I have the same stove with the airmate but no blower. Does the blower make that much of a difference? Worth the investment?
 I have an oscillating tower fan in the corner behind the stove and that seems to spread quite a bit of heat but I was considering the fan kit.


----------



## blueflame75 (Nov 13, 2009)

This is just my opinion posters. My particular setup i would have no room to put a fan behind my stove. In my case the airmate was the way to go. I believe it was $350 but believe me it works. It has HI & LOW manual settings plus it has HI & LOW auto meaning when it gets to a certain temperature hi or low it will shut the blower off. The other night(22degrees out) my house was around 65degrees inside, i had a hot fire going set my blower on HI for about 1/2hr and it heated 1400sqft including bedrooms,bathrooms, and a kitchen to 78degrees. i do have two ceiling fans on oppisite ends of my home helping disperse heat evenly throughout the house.

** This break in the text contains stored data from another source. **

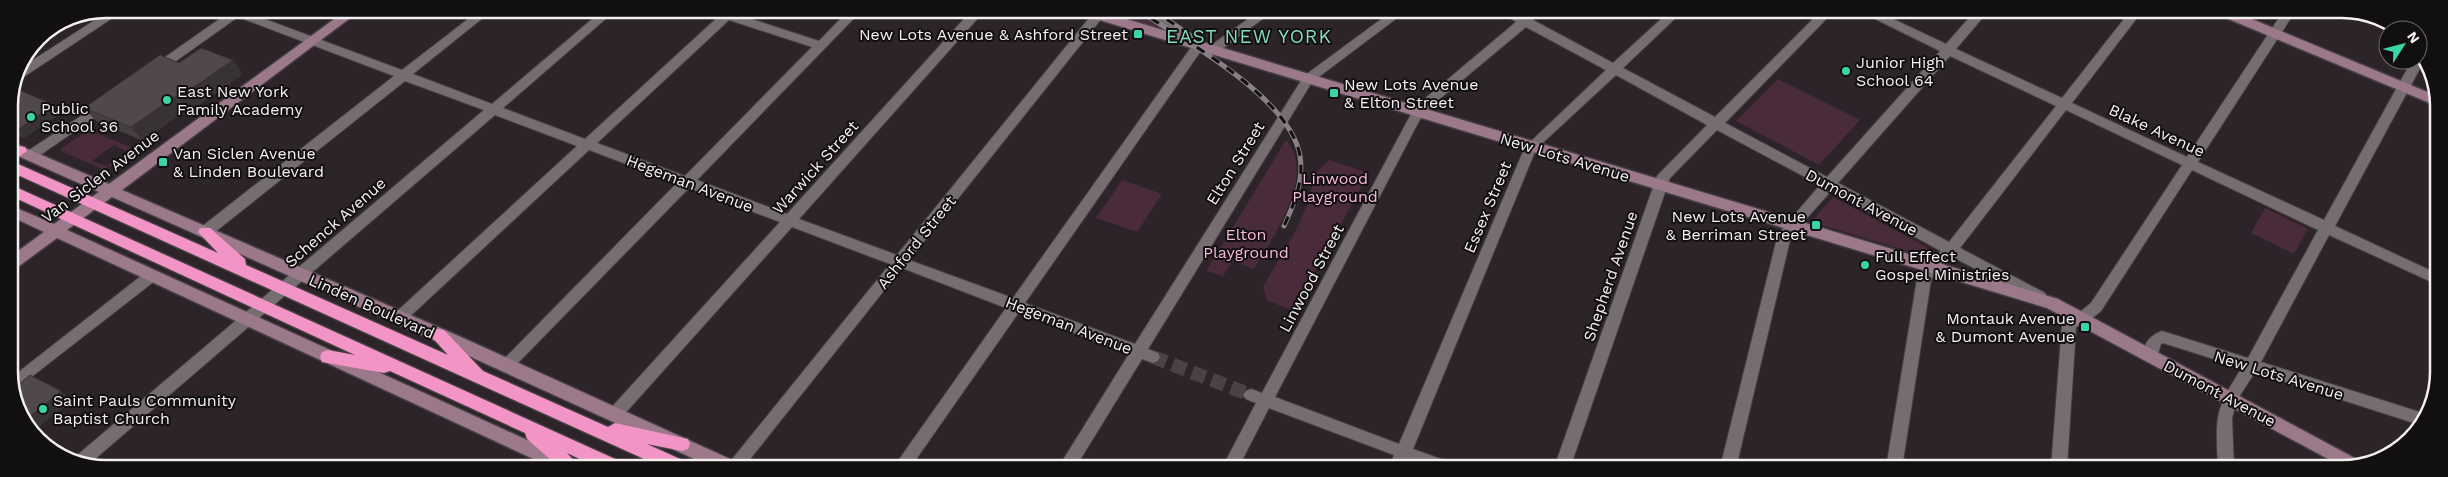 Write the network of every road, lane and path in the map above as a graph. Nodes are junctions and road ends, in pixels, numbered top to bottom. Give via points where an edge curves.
1 (106, 18) edge
2 (225, 18) edge
3 (256, 18) edge
4 (344, 18) edge
5 (477, 18) edge
6 (600, 18) edge
7 (724, 18) edge
8 (736, 18) edge
9 (848, 18) edge
10 (972, 18) edge
11 (1096, 18) edge
12 (1108, 18) edge
13 (1158, 18) edge
14 (1257, 18) edge
15 (1391, 18) edge
16 (1519, 18) edge
17 (1528, 18) edge
18 (1669, 18) edge
19 (1821, 18) edge
20 (1880, 18) edge
21 (1977, 18) edge
22 (2131, 18) edge
23 (2238, 18) edge
24 (2285, 18) edge
25 (1525, 21) junction
26 (2275, 33) junction
27 (312, 41) junction
28 (1199, 45) junction
29 (821, 46) junction
30 (1214, 49) junction
31 (1948, 50) junction
32 (1613, 68) junction
33 (2412, 70) edge
34 (25, 71) edge
35 (404, 75) junction
36 (141, 79) edge
37 (1308, 79) junction
38 (2403, 86) junction
39 (117, 96) edge
40 (2430, 98) edge
41 (2064, 104) junction
42 (494, 109) junction
43 (1419, 112) junction
44 (1715, 123) junction
45 (588, 144) junction
46 (1531, 146) junction
47 (18, 149) edge
48 (18, 150) edge
49 (2190, 164) junction
50 (18, 169) edge
51 (686, 182) junction
52 (1828, 184) junction
53 (1659, 186) junction
54 (110, 191) junction
55 (18, 193) edge
56 (94, 203) junction
57 (18, 214) edge
58 (73, 218) junction
59 (790, 221) junction
60 (1792, 226) junction
61 (2326, 228) junction
62 (55, 231) junction
63 (205, 232) junction
64 (1951, 250) junction
65 (18, 259) edge
66 (900, 262) junction
67 (1931, 268) junction
68 (252, 274) junction
69 (301, 274) junction
70 (150, 276) junction
71 (2430, 276) edge
72 (284, 289) junction
73 (2052, 303) junction
74 (1016, 305) junction
75 (264, 306) junction
76 (399, 318) junction
77 (2081, 319) junction
78 (247, 321) junction
79 (438, 335) junction
80 (1138, 351) junction
81 (2150, 356) junction
82 (328, 357) junction
83 (1153, 357) tunnel mouth
84 (506, 366) junction
85 (2251, 366) junction
86 (405, 370) junction
87 (484, 378) junction
88 (18, 380) edge
89 (1259, 397) junction
90 (2230, 398) junction
91 (615, 414) junction
92 (2418, 417) edge
93 (519, 422) junction
94 (586, 424) junction
95 (682, 444) junction
96 (1403, 452) junction
97 (87, 457) edge
98 (553, 460) edge
99 (562, 460) edge
100 (601, 460) edge
101 (665, 460) edge
102 (716, 460) edge
103 (739, 460) edge
104 (907, 460) edge
105 (1071, 460) edge
106 (1233, 460) edge
107 (1400, 460) edge
108 (1424, 460) edge
109 (1565, 460) edge
110 (1730, 460) edge
111 (1895, 460) edge
112 (2060, 460) edge
113 (2226, 460) edge
114 (2345, 460) edge

1 - 34 street
2 - 36 street
3 - 27 street, Hegeman Avenue
4 - 27 street, Van Siclen Avenue
5 - 35 street
6 - 42 street, Schenck Avenue
7 - 45 street
8 - 29 street
9 - 29 street
10 - 59 street, Warwick Street
11 - 66 street, Ashford Street
12 - 28 street, New Lots Avenue
13 - 28 street
14 - 30 street
15 - 37 street, Elton Street
16 - 25 street, Dumont Avenue
17 - 25 street, Linwood Street
18 - 32 street, Essex Street
19 - 44 street, Shepherd Avenue
20 - 31 street, Blake Avenue
21 - 31 street
22 - 41 street
23 - 26 street
24 - 26 street
25 - 32 street, Dumont Avenue
25 - 43 street, Linwood Street
26 - 38 street
26 - 49 street
27 - 35 street, Hegeman Avenue
27 - 54 street, Van Siclen Avenue
28 - 30 street, New Lots Avenue
28 - 74 street
29 - 51 street
30 - 37 street, New Lots Avenue
31 - 41 street, Blake Avenue
31 - 52 street
32 - 44 street, Dumont Avenue
32 - 46 street, Essex Street
33 - 38 street
35 - 42 street, Hegeman Avenue
35 - 63 street
37 - 43 street, New Lots Avenue
37 - 80 street, Elton Street
38 - 40 street
38 - 61 street
39 - 47 street
41 - 49 street, Blake Avenue
41 - 64 street
42 - 45 street, Hegeman Avenue
42 - 69 street, Schenck Avenue
43 - 46 street, New Lots Avenue
43 - 89 street, Linwood Street
44 - 52 street, Dumont Avenue
44 - 53 street, Shepherd Avenue via 1664,176
45 - 51 street, Hegeman Avenue
45 - 76 street
46 - 53 street, New Lots Avenue
46 - 96 street, Essex Street
48 - 54 street, Linden Boulevard
49 - 61 street, Blake Avenue
49 - 77 street via 2096,307
50 - 56 highway, Linden Boulevard
51 - 59 street, Hegeman Avenue
51 - 84 street
52 - 60 street
52 - 64 street, Dumont Avenue
53 - 60 street, New Lots Avenue
53 - 109 street, Shepherd Avenue
54 - 56 street, Van Siclen Avenue
54 - 63 street, Linden Boulevard
55 - 58 highway
56 - 58 street, Van Siclen Avenue
56 - 68 highway, Linden Boulevard
57 - 62 street
58 - 62 street, Van Siclen Avenue
58 - 75 highway
59 - 66 street, Hegeman Avenue
59 - 91 street, Warwick Street
60 - 67 street, New Lots Avenue
60 - 110 street via 1785,234
61 - 71 street, Blake Avenue
61 - 85 street
62 - 65 street, Van Siclen Avenue
62 - 70 street
63 - 68 highway
63 - 69 street, Linden Boulevard
64 - 67 street
64 - 73 street, Dumont Avenue
66 - 74 street, Hegeman Avenue
66 - 103 street, Ashford Street
67 - 73 street, New Lots Avenue
67 - 111 street via 1924,279
68 - 72 highway, Linden Boulevard
69 - 72 street, Schenck Avenue
69 - 76 street, Linden Boulevard
70 - 78 street
70 - 88 street
72 - 75 street, Schenck Avenue
72 - 87 highway, Linden Boulevard
73 - 77 street, Dumont Avenue
74 - 80 street, Hegeman Avenue
74 - 104 street
75 - 78 street, Schenck Avenue
75 - 86 highway
76 - 79 street, Linden Boulevard
77 - 81 street, Dumont Avenue
77 - 112 street via 2069,324 2068,330
78 - 82 street
78 - 97 street, Schenck Avenue
79 - 84 street, Linden Boulevard
79 - 87 highway
80 - 83 street, Hegeman Avenue
80 - 105 street, Elton Street
81 - 85 street, New Lots Avenue via 2154,341 2162,337
81 - 90 street, Dumont Avenue
82 - 86 highway
82 - 98 street
84 - 91 street, Linden Boulevard
85 - 90 street
85 - 92 street, New Lots Avenue
86 - 93 highway
87 - 94 highway, Linden Boulevard
89 - 96 street
89 - 106 street, Linwood Street
90 - 113 street via 2224,418
90 - 114 street, Dumont Avenue
91 - 95 street, Linden Boulevard
93 - 99 highway
93 - 100 highway
94 - 95 highway
94 - 101 highway, Linden Boulevard
95 - 102 street, Linden Boulevard
96 - 107 street, Essex Street
96 - 108 street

I have a stay at home wife and two small children who will be staying toasty. If you have any other questions ask away.


----------



## gweldgen (Nov 14, 2009)

any recommendations on where to get the blower with all needed controls etc?


----------



## blueflame75 (Nov 16, 2009)

gweldgen,

I would check out local Wood Stove retailers that carry Regency brand wood stoves and see if they can get you a blower. I did some quick searches on-line and you're looking around $300 for blower fan for the F-2400, i paid $350 for mine. Here is a link to the F-2400 pdf manual from Regency.
http://www.regency-fire.com/Manuals/f2400-s2400-manual.pdf


----------